Sempre parlando di iconoclastia, è singolare come il "tradimento supremo" del jazz sarebbe avvenuto, per la critica conservatrice, a opera di un musicista cresciuto proprio in riva al Mississippi, anche se più a nord rispetto al Delta. La cosiddetta "svolta elettrica" di Miles Davis è al centro del volume di Bob Gluck, pianista e musicologo newyorkese.
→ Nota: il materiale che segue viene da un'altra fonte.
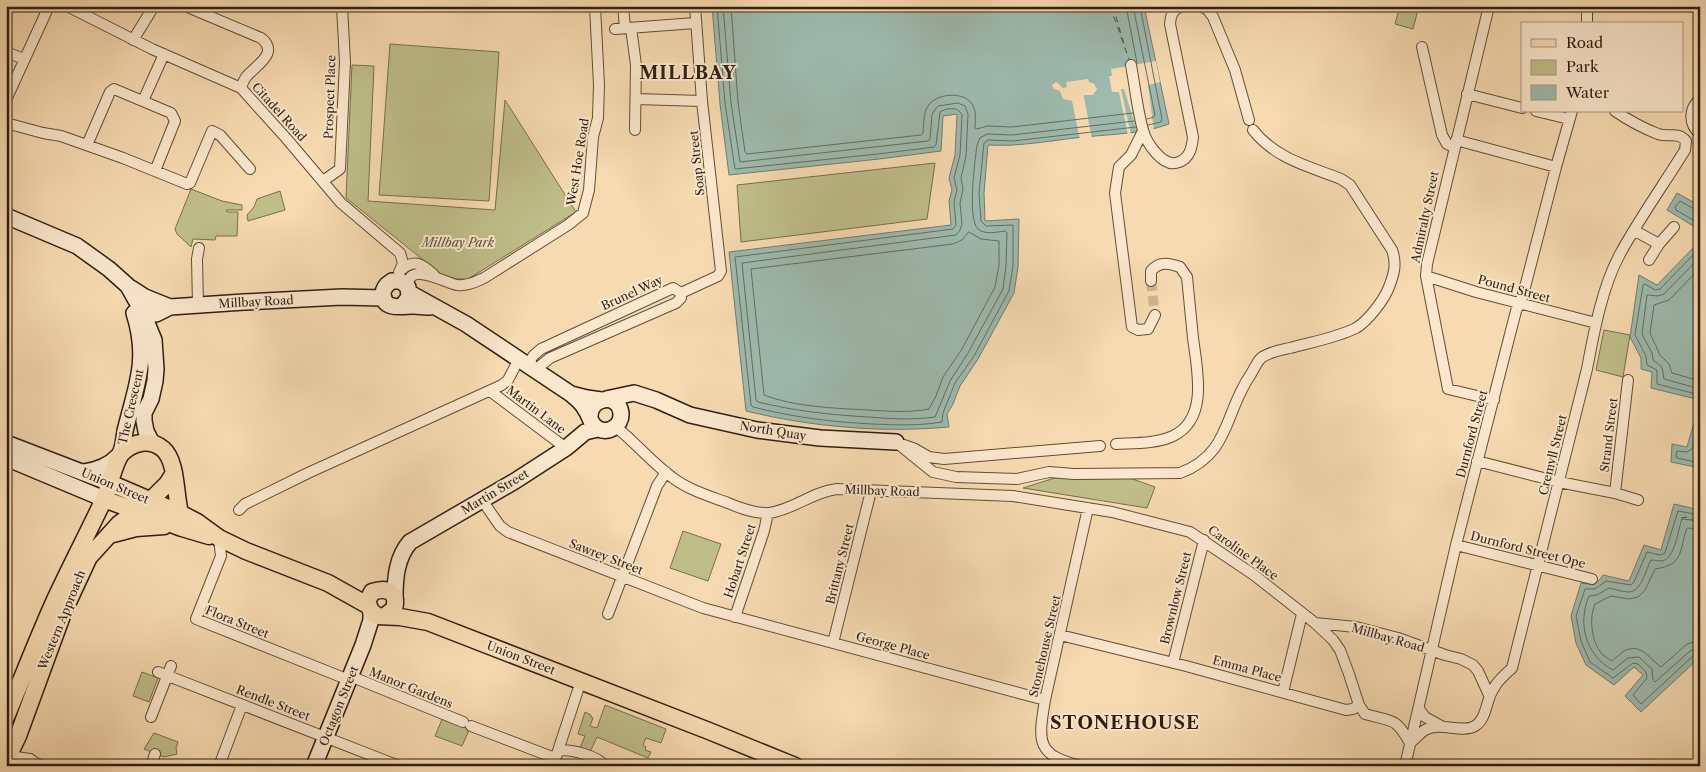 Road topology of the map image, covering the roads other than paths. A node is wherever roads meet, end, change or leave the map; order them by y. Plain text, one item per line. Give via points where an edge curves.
1 (49, 6) edge
2 (67, 6) edge
3 (154, 6) edge
4 (185, 6) edge
5 (342, 6) edge
6 (595, 6) edge
7 (623, 6) edge
8 (695, 6) edge
9 (1184, 6) edge
10 (1201, 6) edge
11 (1490, 6) edge
12 (1587, 6) edge
13 (1586, 22) edge
14 (695, 24) junction
15 (624, 28) junction
16 (133, 40) junction
17 (1422, 47) dead end
18 (6, 52) edge
19 (164, 54) junction
20 (24, 59) junction
21 (1131, 65) dead end
22 (241, 88) junction
23 (1468, 94) junction
24 (636, 99) junction
25 (1700, 99) edge
26 (6, 100) edge
27 (143, 101) junction
28 (702, 101) junction
29 (1521, 108) edge
30 (1544, 112) edge
31 (1618, 112) edge
32 (1570, 115) edge
33 (1691, 121) junction
34 (6, 123) edge
35 (635, 130) dead end
36 (1143, 131) junction
37 (1676, 134) junction
38 (1700, 135) edge
39 (1686, 141) junction
40 (1455, 143) junction
41 (87, 145) junction
42 (1556, 166) junction
43 (250, 169) dead end
44 (155, 171) junction
45 (323, 181) junction
46 (6, 216) edge
47 (1674, 227) dead end
48 (1635, 231) junction
49 (1659, 244) junction
50 (199, 248) dead end
51 (1649, 260) dead end
52 (115, 275) junction
53 (1426, 276) junction
54 (436, 277) junction
55 (394, 278) junction
56 (1150, 281) tunnel mouth
57 (128, 286) junction
58 (409, 290) junction
59 (681, 293) junction
60 (342, 297) junction
61 (384, 298) junction
62 (1520, 303) junction
63 (198, 305) junction
64 (402, 306) junction
65 (436, 308) junction
66 (150, 314) junction
67 (1155, 315) dead end
68 (1596, 323) junction
69 (527, 365) junction
70 (1628, 380) dead end
71 (490, 391) junction
72 (571, 394) junction
73 (654, 399) junction
74 (604, 400) junction
75 (1494, 400) junction
76 (618, 420) junction
77 (594, 424) junction
78 (896, 442) junction
79 (6, 443) edge
80 (152, 443) junction
81 (1116, 444) dead end
82 (1100, 446) dead end
83 (566, 448) junction
84 (120, 455) junction
85 (6, 458) edge
86 (1477, 461) junction
87 (84, 472) junction
88 (666, 472) junction
89 (174, 473) junction
90 (1559, 482) junction
91 (110, 483) junction
92 (870, 490) junction
93 (1615, 493) junction
94 (104, 499) junction
95 (482, 500) junction
96 (1638, 500) dead end
97 (150, 501) junction
98 (1088, 508) junction
99 (239, 510) dead end
100 (135, 511) junction
101 (768, 513) junction
102 (181, 521) junction
103 (107, 537) junction
104 (219, 538) junction
105 (1204, 540) junction
106 (1456, 544) junction
107 (399, 562) junction
108 (1538, 565) junction
109 (623, 576) junction
110 (1592, 579) dead end
111 (395, 598) junction
112 (376, 605) junction
113 (608, 614) dead end
114 (1302, 614) junction
115 (735, 617) junction
116 (428, 622) junction
117 (1315, 623) junction
118 (1340, 625) junction
119 (1060, 635) junction
120 (1333, 640) junction
121 (833, 643) junction
122 (1431, 650) junction
123 (1173, 663) junction
124 (349, 678) junction
125 (578, 690) dead end
126 (1283, 692) junction
127 (1489, 695) junction
128 (1045, 700) junction
129 (242, 705) junction
130 (1359, 705) junction
131 (1419, 708) junction
132 (151, 717) dead end
133 (6, 718) edge
134 (1401, 726) junction
135 (1443, 727) junction
136 (1414, 728) junction
137 (1426, 729) junction
138 (326, 737) junction
139 (1410, 743) junction
140 (155, 754) dead end
141 (555, 758) edge
142 (8, 759) edge
143 (793, 765) edge
144 (40, 766) edge
145 (151, 766) edge
146 (219, 766) edge
147 (314, 766) edge
148 (399, 766) edge
149 (604, 766) edge
150 (1081, 766) edge
151 (1405, 766) edge

1 - 20 street
2 - 16 street, Citadel Road
3 - 16 street
4 - 22 street via 268,43 268,54 245,78
5 - 45 street, Prospect Place via 345,62 340,169
6 - 54 street, West Hoe Road via 598,118 583,213 473,283 457,284
7 - 15 street
8 - 14 street, Soap Street
9 - 36 street via 1173,10 1170,24 1193,137 1189,153 1179,162 1166,162
10 - 78 street via 1208,10 1216,26 1235,70 1251,125 1262,142 1277,153 1350,185 1392,250 1396,260 1394,276 1379,306 1357,327 1262,358 1241,389 1210,456 1180,473 1049,472 1017,479 956,477 933,472
11 - 23 street, Admiralty Street
12 - 13 street
14 - 15 street
14 - 28 street, Soap Street
15 - 24 street via 636,65
16 - 19 street, Citadel Road
17 - 40 street via 1442,135 1448,144
18 - 20 street
19 - 22 street, Citadel Road
19 - 27 street
20 - 26 street
21 - 36 street
22 - 45 street, Citadel Road
23 - 29 street
23 - 40 street, Admiralty Street
24 - 28 street
24 - 35 street
25 - 33 street via 1692,111
27 - 41 street via 114,89 110,92
27 - 44 street via 171,113 175,121
28 - 59 street, Soap Street via 721,271 718,276
30 - 32 street
31 - 37 street via 1658,134
32 - 42 street, Durnford Street
33 - 37 street
33 - 38 street
34 - 41 street
36 - 67 street via 1131,154 1119,167 1115,193 1132,327 1148,329
37 - 39 street
38 - 39 street
39 - 48 street, Cremyll Street via 1685,150
40 - 42 street
40 - 53 street, Admiralty Street
41 - 44 street
42 - 62 street, Durnford Street
43 - 44 street via 220,135 212,131 190,183
45 - 55 street, Citadel Road via 340,203 400,253 403,263
46 - 52 street, The Crescent via 77,246
47 - 49 street
48 - 49 street
48 - 68 street, Cremyll Street via 1619,255
49 - 51 street
50 - 63 street
52 - 57 street, The Crescent
52 - 66 street, The Crescent
53 - 62 street, Pound Street
53 - 75 street, Admiralty Street via 1448,389
54 - 55 street, West Hoe Road via 423,264 415,263
54 - 58 street, West Hoe Road via 416,274 408,282
55 - 58 street
55 - 60 street, Millbay Road
55 - 61 street via 384,288
56 - 81 street via 1150,270 1163,264 1180,267 1187,277 1198,380 1196,403 1189,421 1174,435
57 - 66 street, The Crescent
57 - 66 street, Millbay Road via 145,297
58 - 64 street via 408,300
58 - 65 street
59 - 69 street, Brunel Way via 676,303
59 - 69 street, Brunel Way via 673,288 541,349
60 - 61 street, Millbay Road
60 - 63 street, Millbay Road
61 - 64 street via 389,305
62 - 68 street, Pound Street
62 - 75 street, Durnford Street
63 - 66 street, Millbay Road
64 - 65 street
65 - 69 street
66 - 80 street, The Crescent via 156,369 144,421
66 - 84 street, The Crescent via 140,331 140,374
68 - 90 street, Cremyll Street
69 - 71 street
69 - 72 street
70 - 93 street, Strand Street
71 - 83 street, Martin Lane
71 - 99 street via 308,473
72 - 74 street
72 - 77 street via 583,405
73 - 74 street, North Quay via 634,393
73 - 76 street via 632,404
73 - 78 street, North Quay via 690,415 757,430 820,438
74 - 76 street via 617,405
74 - 77 street via 591,409
75 - 86 street, Durnford Street
76 - 77 street via 607,431
76 - 88 street, Millbay Road via 633,441
77 - 83 street, Martin Street
78 - 82 street via 929,457 944,459
79 - 87 street, Union Street
80 - 84 main road, The Crescent via 140,442
80 - 89 main road via 168,454
83 - 95 street, Martin Street
84 - 87 street via 106,466
84 - 91 main road, The Crescent
85 - 94 street, Union Street
86 - 90 street
86 - 106 street, Durnford Street
87 - 91 street, Union Street
88 - 101 street, Millbay Road via 696,491 737,507
88 - 109 street via 657,486
89 - 97 main road
89 - 102 main road
90 - 93 street
90 - 108 street, Cremyll Street
91 - 94 main road, Western Approach
91 - 97 main road, Union Street
92 - 98 street, Millbay Road via 1013,496
92 - 101 street, Millbay Road via 830,490
92 - 121 street, Brittany Street
93 - 96 street
94 - 100 main road, Union Street
94 - 133 main road, Western Approach via 54,601
95 - 107 street, Martin Street via 410,542
95 - 109 street, Sawrey Street via 508,532
97 - 100 main road, Western Approach
97 - 102 main road, Union Street
98 - 105 street, Caroline Place via 1181,529
98 - 119 street, Stonehouse Street
100 - 102 main road, Union Street
100 - 103 main road, Western Approach
101 - 115 street, Hobart Street
102 - 103 main road via 123,530
102 - 104 main road, Union Street via 198,534
103 - 142 main road, Western Approach via 89,557 75,586
104 - 112 main road, Union Street
104 - 124 street, Flora Street via 221,556 196,619
105 - 114 street, Caroline Place
105 - 123 street, Brownlow Street
106 - 108 street, Durnford Street Ope
106 - 122 street, Durnford Street
107 - 111 street, Martin Street
107 - 112 street, Martin Street
108 - 110 street, Durnford Street Ope
108 - 127 street, Cremyll Street via 1512,668
109 - 113 street
109 - 115 street, Sawrey Street via 703,608
111 - 112 main road via 394,609
111 - 116 main road, Union Street
112 - 116 main road, Union Street
112 - 124 street, Octagon Street
114 - 117 street, Caroline Place
114 - 126 street
115 - 121 street, George Place
116 - 143 main road, Union Street
117 - 118 street, Millbay Road
117 - 120 street, Caroline Place
118 - 120 street
118 - 122 street, Millbay Road via 1398,638
119 - 123 street, Emma Place
119 - 128 street, Stonehouse Street
120 - 130 street, Caroline Place via 1340,650
121 - 128 street, George Place
122 - 127 street via 1473,664
122 - 131 street, Durnford Street
123 - 126 street, Emma Place
124 - 138 street, Octagon Street
124 - 141 street, Manor Gardens
125 - 141 street
126 - 130 street, Emma Place via 1346,710
127 - 135 street, Cremyll Street via 1479,723 1473,727
128 - 150 street, Stonehouse Street via 1040,732 1044,746 1056,758
129 - 132 street, Rendle Street via 165,671
129 - 138 street, Rendle Street
129 - 146 street
130 - 134 street via 1365,714 1391,720
131 - 135 street via 1425,717
131 - 136 street, Durnford Street
134 - 136 street, Cremyll Street
134 - 139 street
135 - 137 street, Cremyll Street
136 - 137 street, Cremyll Street
136 - 139 street, Durnford Street
137 - 139 street
138 - 147 street, Octagon Street
138 - 148 street, Rendle Street
139 - 151 street, Durnford Street
140 - 145 street
141 - 149 street, Manor Gardens via 564,749 602,762
142 - 144 street via 30,758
Tale svolta è perlopiù identificata dalla critica con l'uscita di Bitches Brew, fondamentale doppio album registrato nell'agosto del 1969 da un nutrito collettivo di musicisti diretti dal trombettista.
Gluck ha il merito di andare oltre questa sorta di semplificazione, legando le sperimentazioni di Bitches Brew all'influenza di Omette Coleman — pubblicamente criticato da Davis, ma fondamentale nell'evoluzione stilistica della sua musica — e soprattutto al contemporaneo emergere di una nuova scena dell'improvvisazione radicale, a partire dai primi anni settanta.
Una delle parti centrali del libro riguarda il "trasloco" del jazz newyorkese dai club di Uptown Manhattan ai loft della zona di SoHo e dell'East Village: le case/studio dei sassofonisti Omette Coleman e Sam Rivers divennero dei veri e propri laboratori aperti a tutti i musicisti di passaggio in città. Parallelamente alle varie band di Miles Davis (tra cui il Lost Quintet del titolo, che nonostante l'intensa attività concertistica non venne mai registrato in studio) vengono riscoperte e ripercorse le parabole di gruppi che ebbero minor fortuna: i Circle, formati da due membri del quintetto di Davis (Chick Corea e Dave Holland) insieme al sassofonista Anthony Braxton e al batterista Barry Altschul; Musica Elettronica Viva, collettivo di improvvisatori americani fondato a Roma; e il Revolutionary Ensemble, trio formato dal violinista Leroy Jenkins, dal bassista Sirone e dal batterista Jerome Cooper. Le minuziose analisi dei brani consentono al lettore di immergersi profondamente nella musica di quegli anni, ma non si tratta soltanto di una guida ragionata all'ascolto. Gluck ribalta la prospettiva critica che vuole Miles Davis "iniziatore del jazz-rock" (e quindi, perla critica più conservatrice, "traditore" del jazz). Viene recuperata al contrario la centralità, nel Davis di Bitches Brew e del Lost Quintet (e del contemporaneo loft jazz), dell'improvvisazione cooperativa e collettiva, elemento fondamentale del jazz a partire dalle sue origini. Del resto, come scrive Thomas Stearns Eliot, nel suo Tradizione e talento individuale (1919): "La tradizione non si può ereditare; chi vuole impossessarsene deve conquistarla con fatica. Perché l'ordine persista dopo la comparsa della novità, è l'intero ordine che deve essere, anche in misura minima, alterato".